## [Problem requirements]
Copy every line of the records that includes the word "Write".
** Information provided follows **
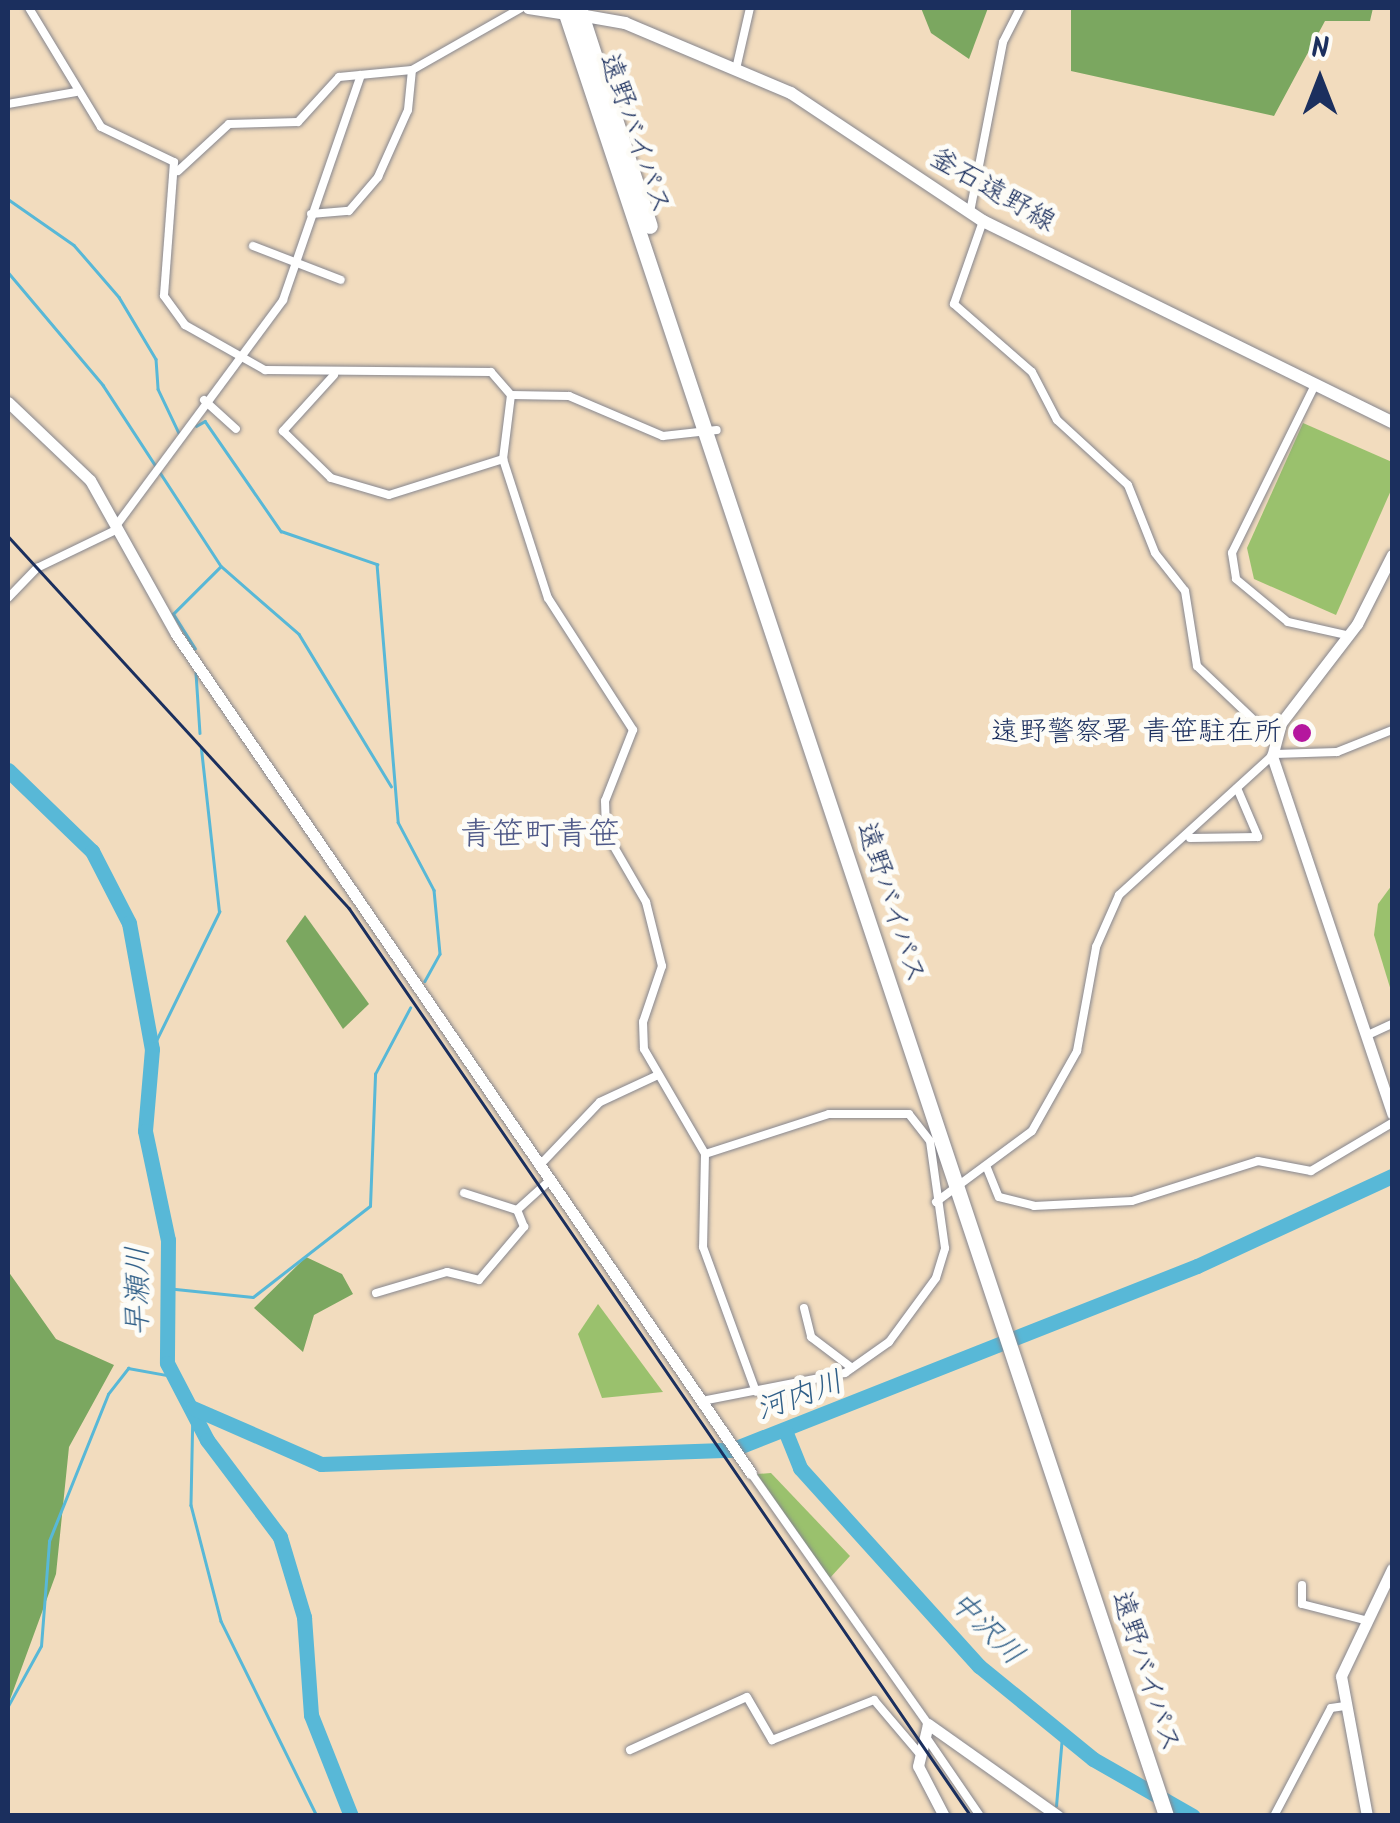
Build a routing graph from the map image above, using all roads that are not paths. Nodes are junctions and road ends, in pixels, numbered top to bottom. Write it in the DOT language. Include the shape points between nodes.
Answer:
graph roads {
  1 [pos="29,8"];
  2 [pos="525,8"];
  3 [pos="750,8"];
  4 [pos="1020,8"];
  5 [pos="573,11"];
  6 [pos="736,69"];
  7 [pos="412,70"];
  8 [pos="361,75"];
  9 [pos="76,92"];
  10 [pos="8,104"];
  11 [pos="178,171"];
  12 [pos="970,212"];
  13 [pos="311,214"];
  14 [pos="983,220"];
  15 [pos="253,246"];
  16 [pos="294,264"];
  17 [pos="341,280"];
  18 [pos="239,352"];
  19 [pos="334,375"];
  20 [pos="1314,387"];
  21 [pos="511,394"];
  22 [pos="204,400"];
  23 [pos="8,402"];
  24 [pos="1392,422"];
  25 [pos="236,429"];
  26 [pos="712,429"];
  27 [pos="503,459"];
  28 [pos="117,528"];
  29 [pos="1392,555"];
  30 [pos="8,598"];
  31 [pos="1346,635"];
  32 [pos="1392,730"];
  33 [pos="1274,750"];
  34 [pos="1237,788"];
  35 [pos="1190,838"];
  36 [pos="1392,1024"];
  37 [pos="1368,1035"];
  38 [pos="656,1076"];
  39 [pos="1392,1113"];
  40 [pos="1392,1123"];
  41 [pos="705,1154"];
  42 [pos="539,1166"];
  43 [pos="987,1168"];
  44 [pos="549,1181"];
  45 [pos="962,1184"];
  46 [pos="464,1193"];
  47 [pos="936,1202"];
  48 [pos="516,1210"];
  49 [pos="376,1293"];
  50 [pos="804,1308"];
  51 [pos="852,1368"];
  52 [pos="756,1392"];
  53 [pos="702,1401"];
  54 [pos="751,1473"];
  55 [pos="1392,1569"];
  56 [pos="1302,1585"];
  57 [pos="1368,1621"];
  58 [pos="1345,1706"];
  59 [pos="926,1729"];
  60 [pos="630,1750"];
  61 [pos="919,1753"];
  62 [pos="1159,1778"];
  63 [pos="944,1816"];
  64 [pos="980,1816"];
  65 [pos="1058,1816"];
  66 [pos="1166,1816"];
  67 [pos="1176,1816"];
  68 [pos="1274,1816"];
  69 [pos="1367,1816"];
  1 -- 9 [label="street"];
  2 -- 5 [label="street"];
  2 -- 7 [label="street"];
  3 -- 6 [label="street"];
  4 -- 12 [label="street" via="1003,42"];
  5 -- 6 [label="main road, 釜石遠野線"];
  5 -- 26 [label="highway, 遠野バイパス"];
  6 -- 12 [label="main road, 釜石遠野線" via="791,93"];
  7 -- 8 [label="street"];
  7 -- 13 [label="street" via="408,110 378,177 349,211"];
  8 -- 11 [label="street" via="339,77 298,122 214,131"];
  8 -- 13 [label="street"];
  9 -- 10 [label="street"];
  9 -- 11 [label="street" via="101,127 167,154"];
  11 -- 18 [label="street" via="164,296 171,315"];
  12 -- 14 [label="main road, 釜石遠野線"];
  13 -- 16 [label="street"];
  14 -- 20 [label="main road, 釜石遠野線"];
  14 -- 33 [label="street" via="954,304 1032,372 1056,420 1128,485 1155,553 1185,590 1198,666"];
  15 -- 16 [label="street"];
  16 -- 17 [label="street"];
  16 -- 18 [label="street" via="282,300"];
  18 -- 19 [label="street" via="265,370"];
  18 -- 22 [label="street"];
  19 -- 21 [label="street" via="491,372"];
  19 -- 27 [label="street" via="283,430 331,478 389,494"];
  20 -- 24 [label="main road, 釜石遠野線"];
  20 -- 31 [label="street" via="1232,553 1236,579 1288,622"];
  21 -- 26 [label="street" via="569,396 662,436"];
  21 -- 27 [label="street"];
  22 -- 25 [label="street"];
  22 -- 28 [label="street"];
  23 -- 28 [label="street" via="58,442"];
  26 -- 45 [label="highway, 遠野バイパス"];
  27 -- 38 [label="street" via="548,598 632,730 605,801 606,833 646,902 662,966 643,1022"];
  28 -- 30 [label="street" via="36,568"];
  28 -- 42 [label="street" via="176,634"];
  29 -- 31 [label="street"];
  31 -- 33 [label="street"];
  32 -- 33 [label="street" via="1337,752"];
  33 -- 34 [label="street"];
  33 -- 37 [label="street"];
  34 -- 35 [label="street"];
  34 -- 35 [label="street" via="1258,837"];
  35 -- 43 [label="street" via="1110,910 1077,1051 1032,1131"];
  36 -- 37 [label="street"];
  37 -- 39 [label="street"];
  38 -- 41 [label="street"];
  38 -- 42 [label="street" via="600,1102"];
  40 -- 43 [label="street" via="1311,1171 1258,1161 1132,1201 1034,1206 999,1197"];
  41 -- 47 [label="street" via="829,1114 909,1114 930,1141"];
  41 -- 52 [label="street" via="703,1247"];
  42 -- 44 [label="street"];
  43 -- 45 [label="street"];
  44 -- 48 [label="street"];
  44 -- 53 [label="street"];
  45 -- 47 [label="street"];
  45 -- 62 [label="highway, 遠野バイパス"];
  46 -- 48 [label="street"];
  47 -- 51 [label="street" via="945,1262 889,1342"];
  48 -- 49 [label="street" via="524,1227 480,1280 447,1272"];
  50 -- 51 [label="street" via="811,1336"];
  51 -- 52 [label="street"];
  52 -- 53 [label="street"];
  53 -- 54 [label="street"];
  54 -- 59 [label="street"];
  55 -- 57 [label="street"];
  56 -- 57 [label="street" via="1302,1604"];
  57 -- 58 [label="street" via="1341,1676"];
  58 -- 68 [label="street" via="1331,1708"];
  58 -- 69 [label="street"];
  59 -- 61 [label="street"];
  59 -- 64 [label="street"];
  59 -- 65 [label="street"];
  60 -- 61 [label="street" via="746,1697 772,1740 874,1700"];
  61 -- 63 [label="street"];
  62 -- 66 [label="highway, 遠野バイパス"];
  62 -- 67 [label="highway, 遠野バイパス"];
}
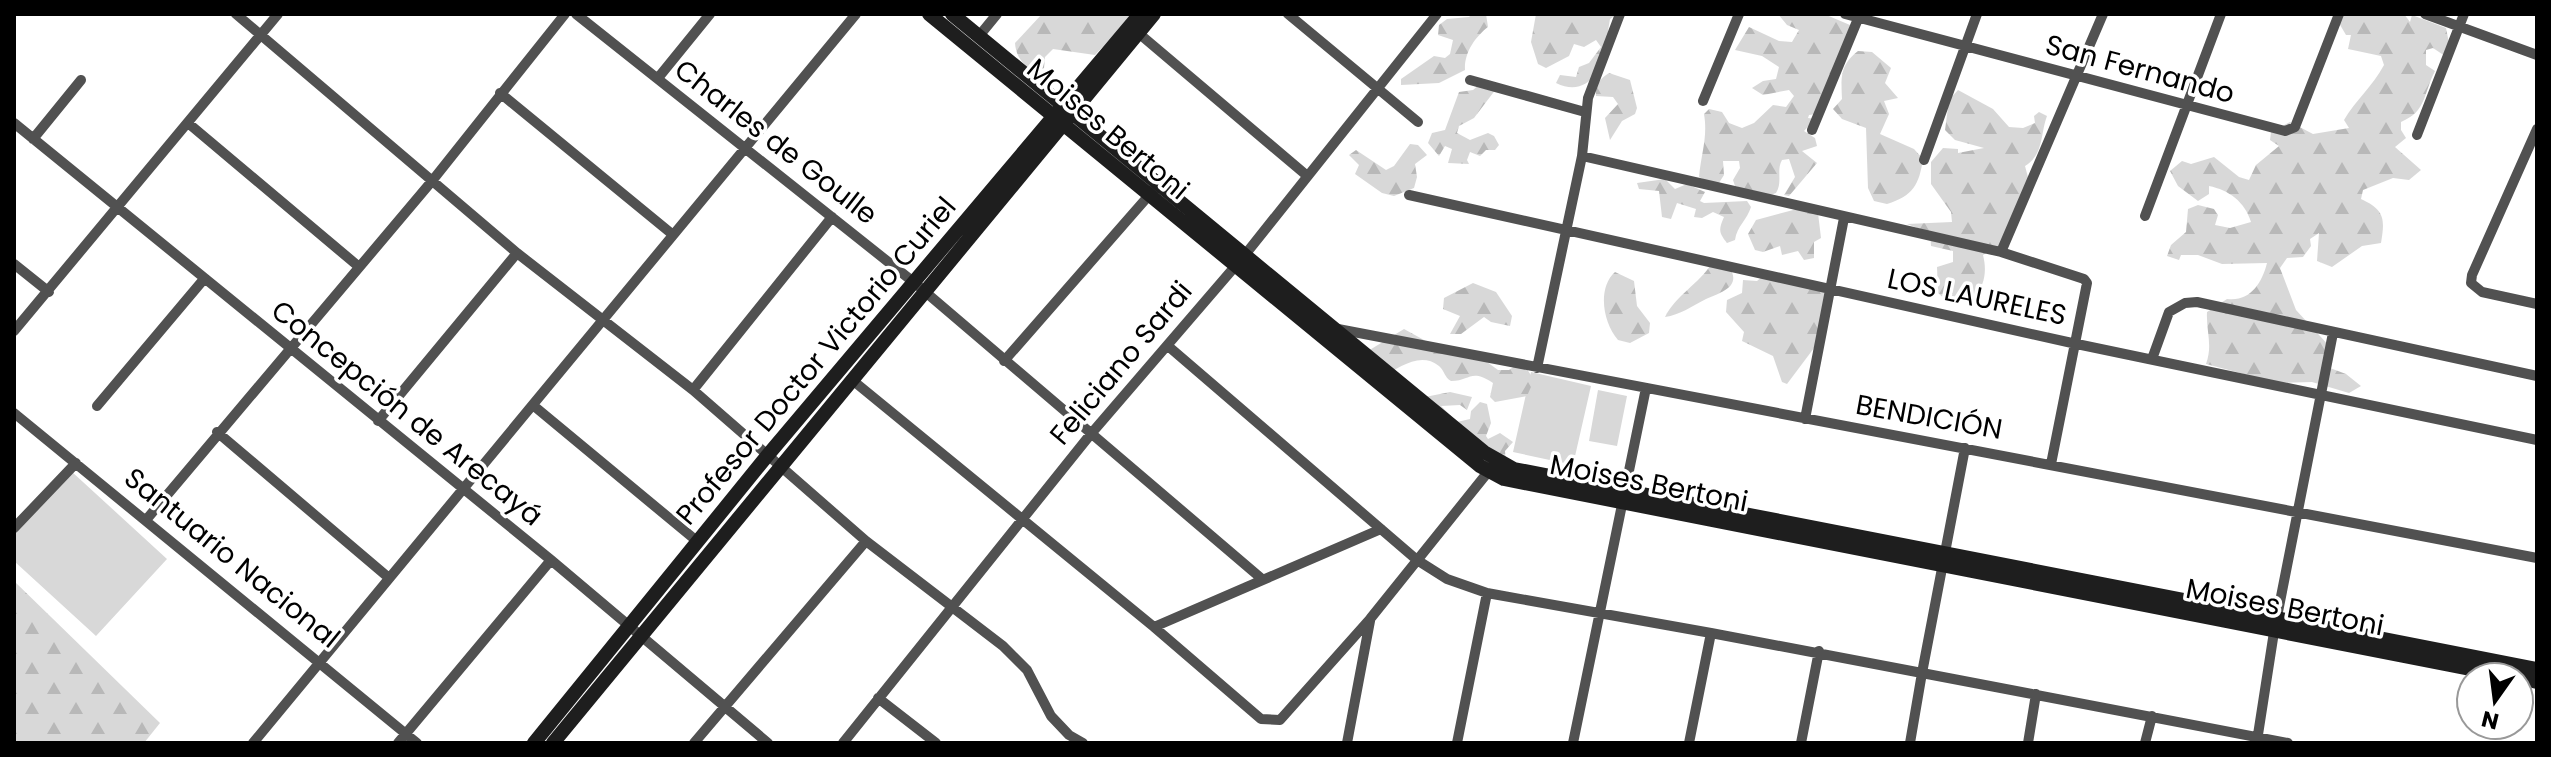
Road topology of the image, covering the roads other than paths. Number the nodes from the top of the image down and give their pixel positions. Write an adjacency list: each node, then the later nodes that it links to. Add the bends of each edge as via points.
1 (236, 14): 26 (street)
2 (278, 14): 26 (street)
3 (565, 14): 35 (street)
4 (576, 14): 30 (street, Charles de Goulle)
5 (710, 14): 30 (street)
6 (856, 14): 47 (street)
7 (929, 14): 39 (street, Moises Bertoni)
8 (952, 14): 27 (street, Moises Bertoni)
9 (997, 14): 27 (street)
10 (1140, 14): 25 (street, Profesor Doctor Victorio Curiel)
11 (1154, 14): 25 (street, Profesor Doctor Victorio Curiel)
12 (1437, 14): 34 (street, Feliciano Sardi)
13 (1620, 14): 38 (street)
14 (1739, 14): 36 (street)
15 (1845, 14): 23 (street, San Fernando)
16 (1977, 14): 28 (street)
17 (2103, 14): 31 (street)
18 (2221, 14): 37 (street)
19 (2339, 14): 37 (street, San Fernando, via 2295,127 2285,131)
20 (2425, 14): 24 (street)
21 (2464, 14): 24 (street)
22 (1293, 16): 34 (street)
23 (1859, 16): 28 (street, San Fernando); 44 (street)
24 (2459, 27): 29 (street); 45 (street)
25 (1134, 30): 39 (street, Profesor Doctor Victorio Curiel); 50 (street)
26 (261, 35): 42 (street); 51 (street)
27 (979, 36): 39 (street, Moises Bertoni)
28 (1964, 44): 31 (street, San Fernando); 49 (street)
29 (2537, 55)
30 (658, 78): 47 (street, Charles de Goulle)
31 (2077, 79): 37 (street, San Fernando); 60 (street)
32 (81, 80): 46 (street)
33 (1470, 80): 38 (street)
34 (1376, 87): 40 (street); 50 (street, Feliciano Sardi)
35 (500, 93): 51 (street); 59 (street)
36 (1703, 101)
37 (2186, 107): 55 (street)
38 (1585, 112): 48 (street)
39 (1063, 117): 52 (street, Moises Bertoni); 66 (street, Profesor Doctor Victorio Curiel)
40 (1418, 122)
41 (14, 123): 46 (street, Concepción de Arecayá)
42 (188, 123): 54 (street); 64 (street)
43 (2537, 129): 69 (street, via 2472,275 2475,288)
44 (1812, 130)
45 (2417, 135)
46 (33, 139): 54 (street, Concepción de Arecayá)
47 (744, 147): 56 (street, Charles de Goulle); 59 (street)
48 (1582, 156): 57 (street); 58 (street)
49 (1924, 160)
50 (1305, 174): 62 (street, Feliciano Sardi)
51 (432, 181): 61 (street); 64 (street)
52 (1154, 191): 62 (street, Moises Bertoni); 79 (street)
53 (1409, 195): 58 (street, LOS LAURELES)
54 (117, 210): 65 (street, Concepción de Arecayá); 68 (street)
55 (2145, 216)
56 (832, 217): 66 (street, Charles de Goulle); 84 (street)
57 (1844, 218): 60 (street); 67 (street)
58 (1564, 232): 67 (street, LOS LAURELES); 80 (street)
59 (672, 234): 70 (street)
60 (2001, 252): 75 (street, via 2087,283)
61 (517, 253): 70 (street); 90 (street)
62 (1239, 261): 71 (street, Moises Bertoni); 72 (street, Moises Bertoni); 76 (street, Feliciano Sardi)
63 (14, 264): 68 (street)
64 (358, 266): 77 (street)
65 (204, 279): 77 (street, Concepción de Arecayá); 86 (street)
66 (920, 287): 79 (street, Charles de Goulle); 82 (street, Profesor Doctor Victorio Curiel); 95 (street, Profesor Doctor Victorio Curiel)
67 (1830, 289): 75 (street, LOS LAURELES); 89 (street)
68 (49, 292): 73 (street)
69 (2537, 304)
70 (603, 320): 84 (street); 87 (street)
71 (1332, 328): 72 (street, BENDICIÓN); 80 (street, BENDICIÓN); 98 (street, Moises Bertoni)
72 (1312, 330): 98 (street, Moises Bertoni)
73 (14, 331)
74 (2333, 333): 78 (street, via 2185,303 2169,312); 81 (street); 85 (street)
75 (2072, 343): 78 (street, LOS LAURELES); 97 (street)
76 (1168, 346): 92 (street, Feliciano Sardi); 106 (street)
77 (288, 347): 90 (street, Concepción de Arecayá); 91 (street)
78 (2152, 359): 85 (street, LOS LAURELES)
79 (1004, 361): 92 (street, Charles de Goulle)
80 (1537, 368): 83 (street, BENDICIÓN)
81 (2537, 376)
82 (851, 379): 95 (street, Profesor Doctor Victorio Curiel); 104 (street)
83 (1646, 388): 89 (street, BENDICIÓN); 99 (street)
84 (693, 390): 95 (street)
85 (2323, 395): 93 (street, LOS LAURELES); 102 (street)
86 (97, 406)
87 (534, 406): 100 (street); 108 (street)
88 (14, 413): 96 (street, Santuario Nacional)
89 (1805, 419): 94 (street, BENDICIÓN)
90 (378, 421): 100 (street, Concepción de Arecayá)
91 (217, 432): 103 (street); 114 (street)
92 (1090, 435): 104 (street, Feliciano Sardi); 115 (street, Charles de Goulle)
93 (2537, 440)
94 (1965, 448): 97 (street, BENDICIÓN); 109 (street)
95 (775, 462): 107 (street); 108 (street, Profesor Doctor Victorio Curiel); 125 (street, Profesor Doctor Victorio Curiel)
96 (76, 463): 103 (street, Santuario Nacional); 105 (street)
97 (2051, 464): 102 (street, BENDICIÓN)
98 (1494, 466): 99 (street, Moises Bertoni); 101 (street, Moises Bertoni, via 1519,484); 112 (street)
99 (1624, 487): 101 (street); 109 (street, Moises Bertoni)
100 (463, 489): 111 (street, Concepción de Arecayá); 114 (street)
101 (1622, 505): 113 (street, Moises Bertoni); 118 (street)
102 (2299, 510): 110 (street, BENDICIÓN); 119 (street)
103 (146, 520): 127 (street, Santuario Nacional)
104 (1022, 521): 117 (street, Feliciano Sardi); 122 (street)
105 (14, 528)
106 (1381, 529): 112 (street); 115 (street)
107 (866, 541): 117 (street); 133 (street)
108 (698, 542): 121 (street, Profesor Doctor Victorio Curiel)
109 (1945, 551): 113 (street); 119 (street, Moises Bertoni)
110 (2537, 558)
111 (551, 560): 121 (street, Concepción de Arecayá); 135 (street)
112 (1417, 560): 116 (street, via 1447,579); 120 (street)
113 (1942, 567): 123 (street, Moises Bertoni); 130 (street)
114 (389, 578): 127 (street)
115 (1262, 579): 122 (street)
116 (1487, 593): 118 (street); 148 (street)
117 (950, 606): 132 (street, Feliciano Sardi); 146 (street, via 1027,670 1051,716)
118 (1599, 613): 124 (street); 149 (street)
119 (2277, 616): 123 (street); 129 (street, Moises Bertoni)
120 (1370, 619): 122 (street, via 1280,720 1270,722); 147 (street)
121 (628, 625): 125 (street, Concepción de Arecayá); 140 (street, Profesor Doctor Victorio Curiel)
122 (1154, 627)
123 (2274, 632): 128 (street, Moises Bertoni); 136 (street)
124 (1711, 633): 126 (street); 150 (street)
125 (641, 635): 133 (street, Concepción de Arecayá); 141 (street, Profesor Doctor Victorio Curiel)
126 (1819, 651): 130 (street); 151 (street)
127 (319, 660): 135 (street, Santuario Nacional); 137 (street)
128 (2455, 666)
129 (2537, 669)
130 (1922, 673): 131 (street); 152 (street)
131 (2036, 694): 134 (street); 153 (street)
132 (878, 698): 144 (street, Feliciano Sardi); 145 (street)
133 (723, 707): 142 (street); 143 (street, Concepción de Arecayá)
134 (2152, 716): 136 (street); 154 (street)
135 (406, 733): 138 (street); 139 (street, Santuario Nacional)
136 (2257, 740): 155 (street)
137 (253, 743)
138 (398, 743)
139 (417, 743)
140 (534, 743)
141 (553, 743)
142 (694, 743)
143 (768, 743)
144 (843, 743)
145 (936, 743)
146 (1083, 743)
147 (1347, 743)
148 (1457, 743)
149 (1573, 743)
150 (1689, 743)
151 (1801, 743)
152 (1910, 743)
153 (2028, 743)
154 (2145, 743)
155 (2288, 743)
** End of Information provided **
## [Output for this exercise]
Build a routing graph from the map image above, using all roads that are not paths. Nodes are junctions and road ends, in pixels, numbered top to bottom. Write it in the DOT language. Include the shape points between nodes.
Road topology of the image, covering the roads other than paths. Number the nodes from the top of the image down and give their pixel positions. Write an adjacency list: each node, then the later nodes that it links to. Add the bends of each edge as via points.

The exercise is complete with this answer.